(Images with pose keypoints)
+ + + +

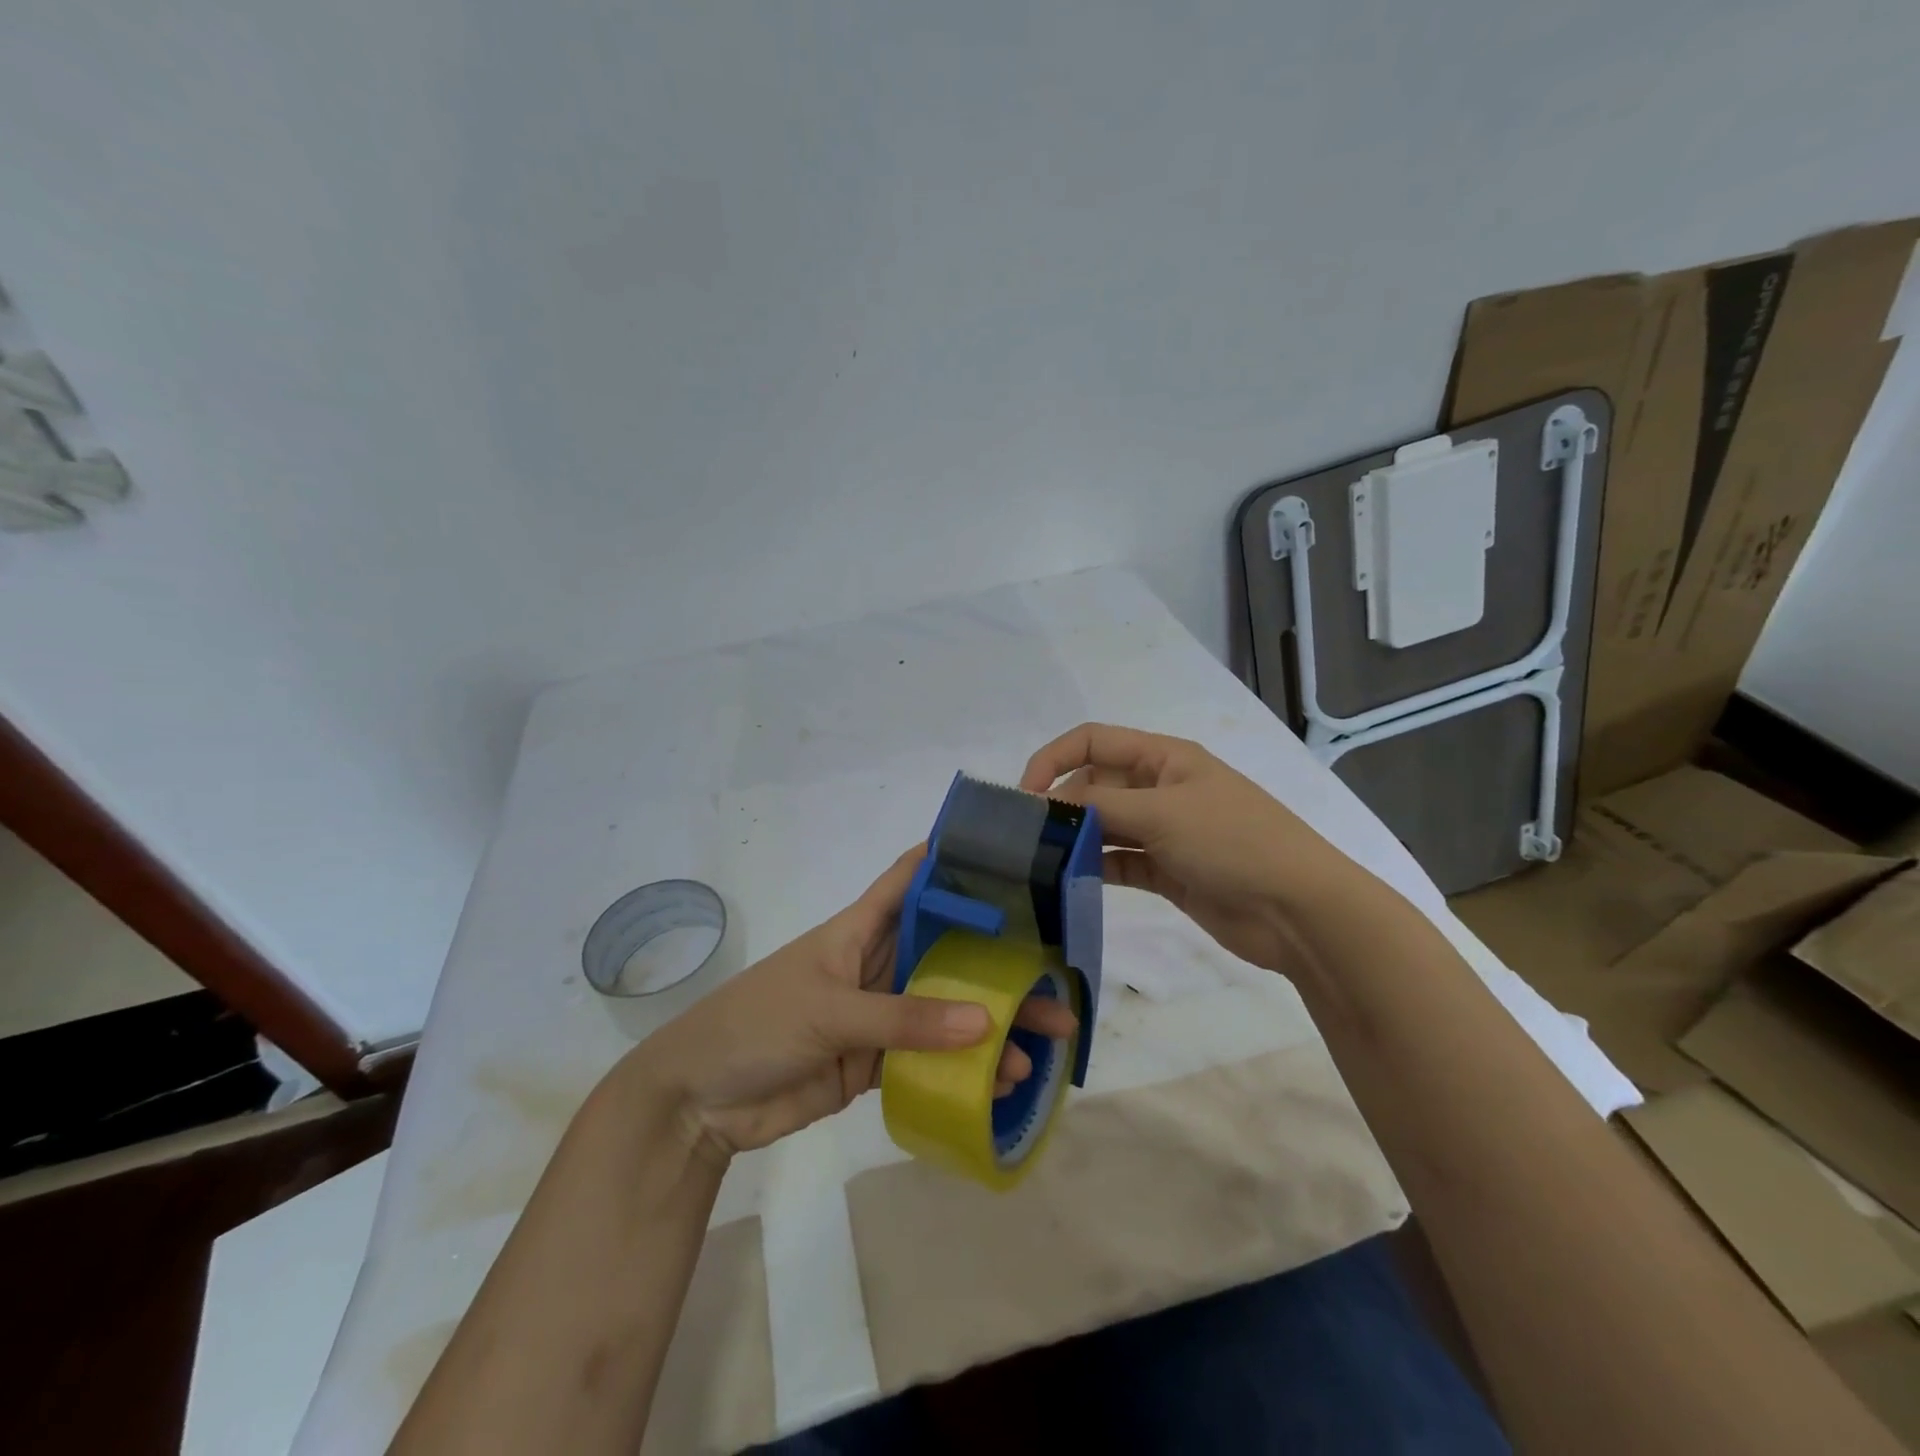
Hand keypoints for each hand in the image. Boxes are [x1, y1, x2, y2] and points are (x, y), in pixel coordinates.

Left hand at [625, 847, 1076, 1160]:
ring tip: (1045, 1040)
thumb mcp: (827, 1011)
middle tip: (1056, 974)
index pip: (911, 879)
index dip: (953, 861)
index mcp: (860, 929)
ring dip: (991, 1021)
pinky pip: (930, 1058)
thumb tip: (985, 1022)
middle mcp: (877, 963)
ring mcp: (879, 1014)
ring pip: (946, 1008)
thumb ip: (903, 1018)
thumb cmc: (755, 1025)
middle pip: (946, 951)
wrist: (700, 1101)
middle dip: (997, 959)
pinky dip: (965, 1068)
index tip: (1009, 858)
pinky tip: (1003, 1081)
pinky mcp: (875, 1061)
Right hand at [1021, 723, 1375, 972]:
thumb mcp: (1163, 813)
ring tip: (1038, 862)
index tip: (1022, 796)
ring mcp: (1164, 831)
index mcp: (1164, 757)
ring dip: (1075, 839)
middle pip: (1095, 785)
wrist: (1299, 911)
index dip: (1053, 759)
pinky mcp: (1167, 871)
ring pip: (1104, 826)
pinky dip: (1095, 868)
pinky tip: (1069, 882)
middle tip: (1027, 839)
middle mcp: (1160, 788)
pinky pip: (1119, 861)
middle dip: (1062, 805)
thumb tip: (1044, 805)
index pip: (1093, 741)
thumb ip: (1099, 806)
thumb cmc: (1234, 842)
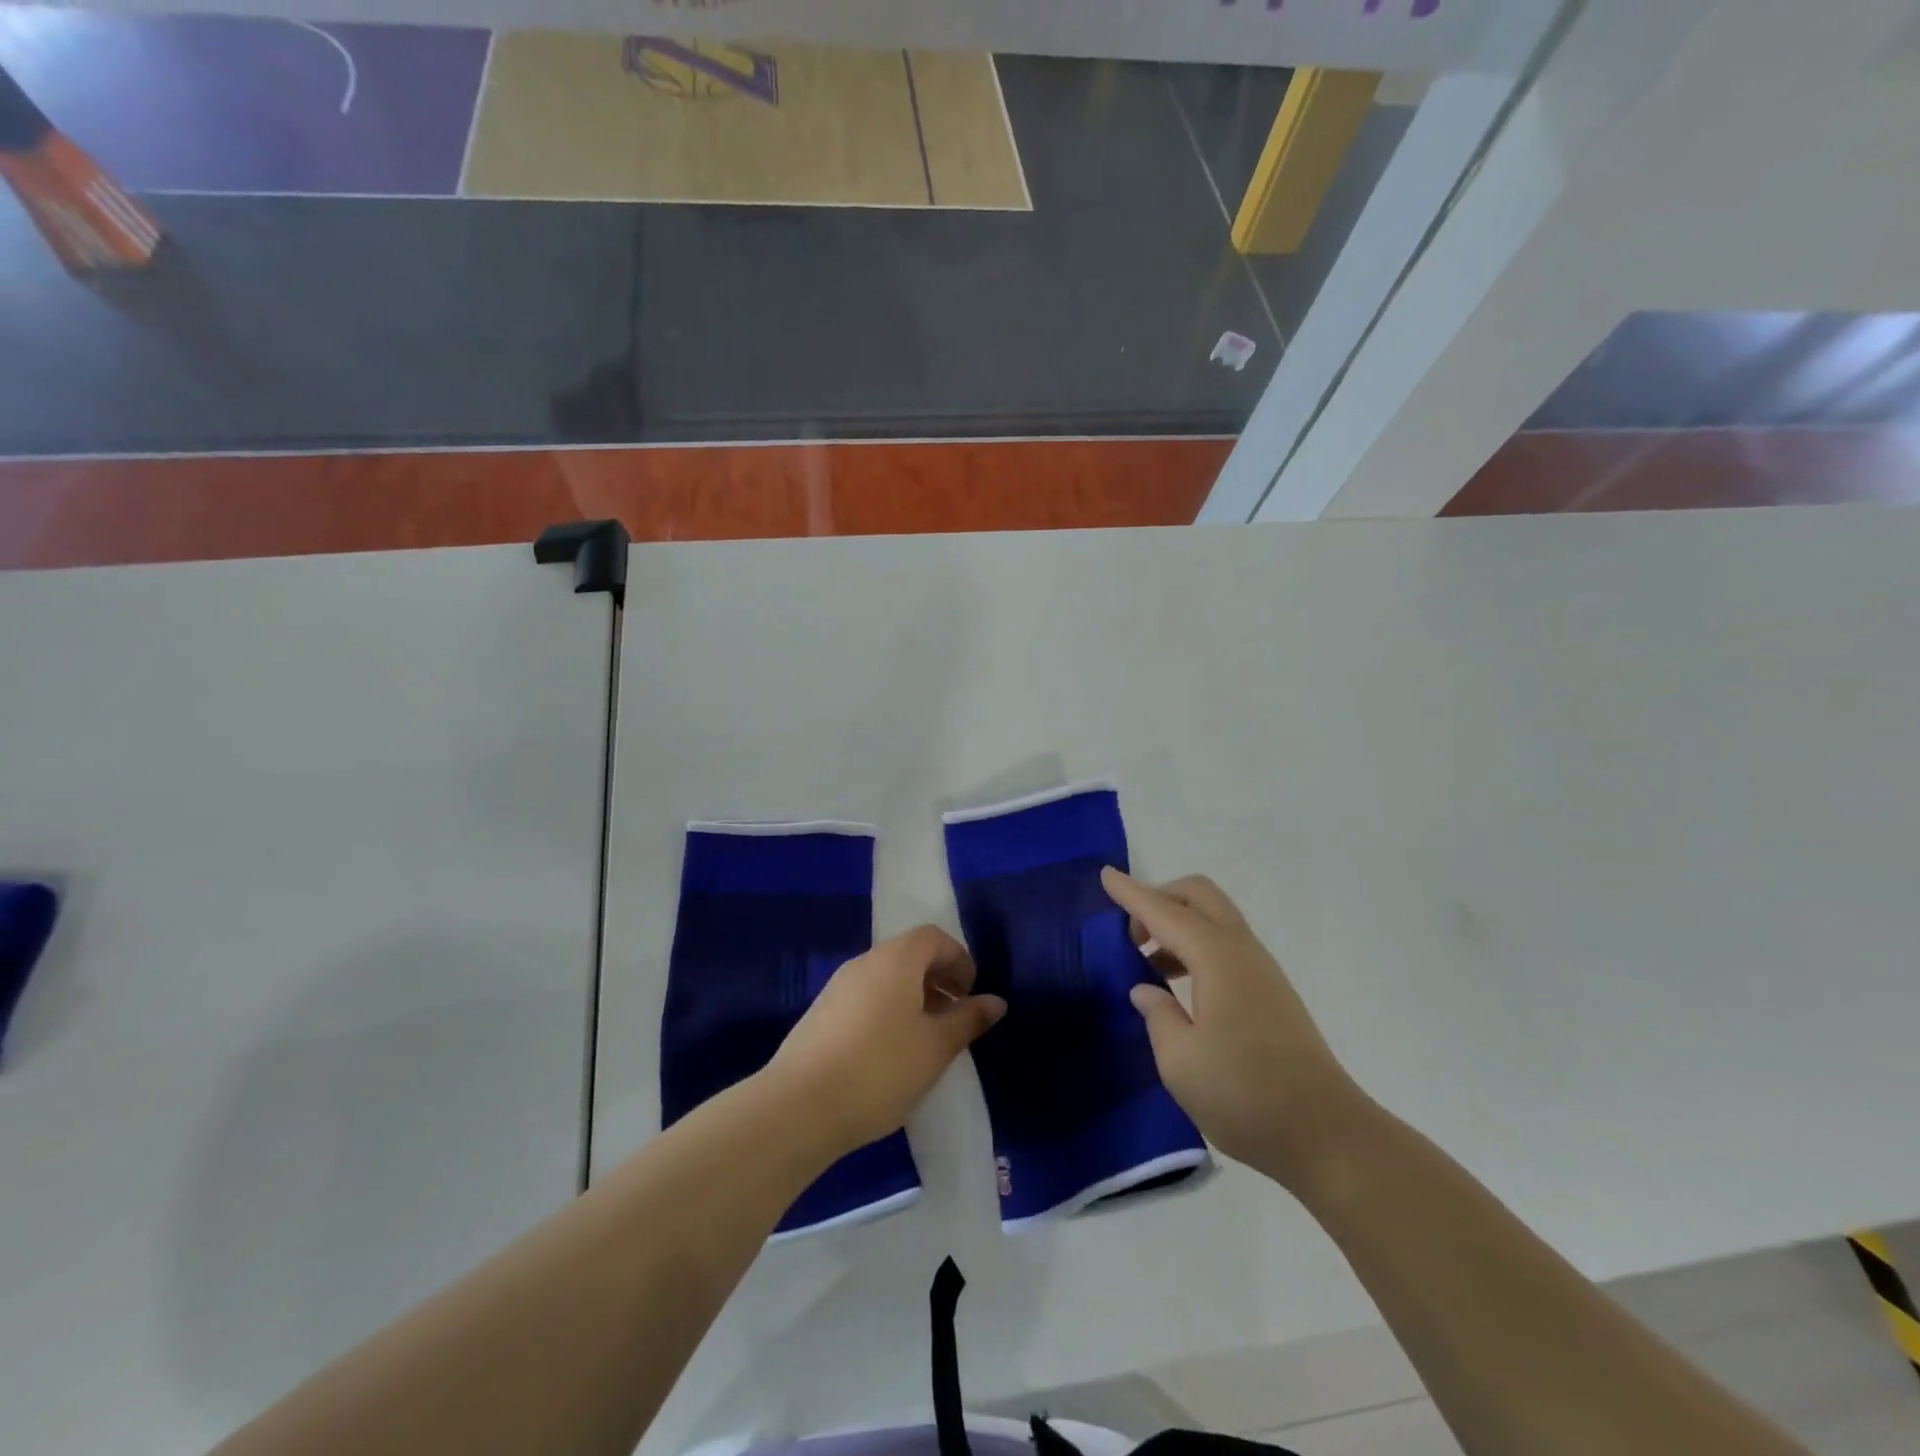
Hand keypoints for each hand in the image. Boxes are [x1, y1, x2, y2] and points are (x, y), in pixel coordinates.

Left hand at [767, 925, 1005, 1155]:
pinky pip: (866, 999)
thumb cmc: (880, 1068)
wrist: (798, 1106)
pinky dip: (888, 1012)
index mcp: (895, 959)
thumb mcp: (936, 1047)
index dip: (959, 960)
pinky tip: (891, 1055)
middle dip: (938, 980)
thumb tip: (995, 1001)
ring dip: (913, 998)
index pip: (934, 937)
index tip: (971, 995)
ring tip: (927, 1040)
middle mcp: (865, 963)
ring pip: (886, 979)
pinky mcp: (821, 1015)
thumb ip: (968, 1020)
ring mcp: (838, 988)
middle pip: (909, 955)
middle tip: (955, 1018)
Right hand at [1103, 868, 1371, 1190]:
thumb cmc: (1245, 1095)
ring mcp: (1262, 970)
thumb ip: (1157, 1015)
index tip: (1105, 875)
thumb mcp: (1180, 1061)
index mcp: (1217, 958)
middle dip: (1160, 898)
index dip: (1131, 894)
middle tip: (1130, 933)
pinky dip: (1195, 946)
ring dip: (1177, 924)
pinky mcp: (1271, 993)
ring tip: (1147, 962)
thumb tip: (1146, 990)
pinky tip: (1178, 986)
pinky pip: (1226, 944)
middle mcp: (1242, 951)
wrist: (1328, 1136)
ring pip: (1214, 919)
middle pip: (1199, 897)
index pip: (1164, 912)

+ + + +

▸ Exercise details
An exact copy is needed of the closing lines of the entries above, counting from the one that contains "index dip: (1131, 894)" and including it and the last.

▸ Reply to the exercise
index dip: (1131, 894)
middle tip: (1130, 933)
pinky dip: (1195, 946)
ring dip: (1177, 924)
pinky mcp: (1271, 993)
ring tip: (1147, 962)
thumb tip: (1146, 990)
pinky tip: (1178, 986)
pinky pip: (1226, 944)
middle mcp: (1242, 951)
wrist: (1328, 1136)
ring pip: (1214, 919)
middle pip: (1199, 897)
index pip: (1164, 912)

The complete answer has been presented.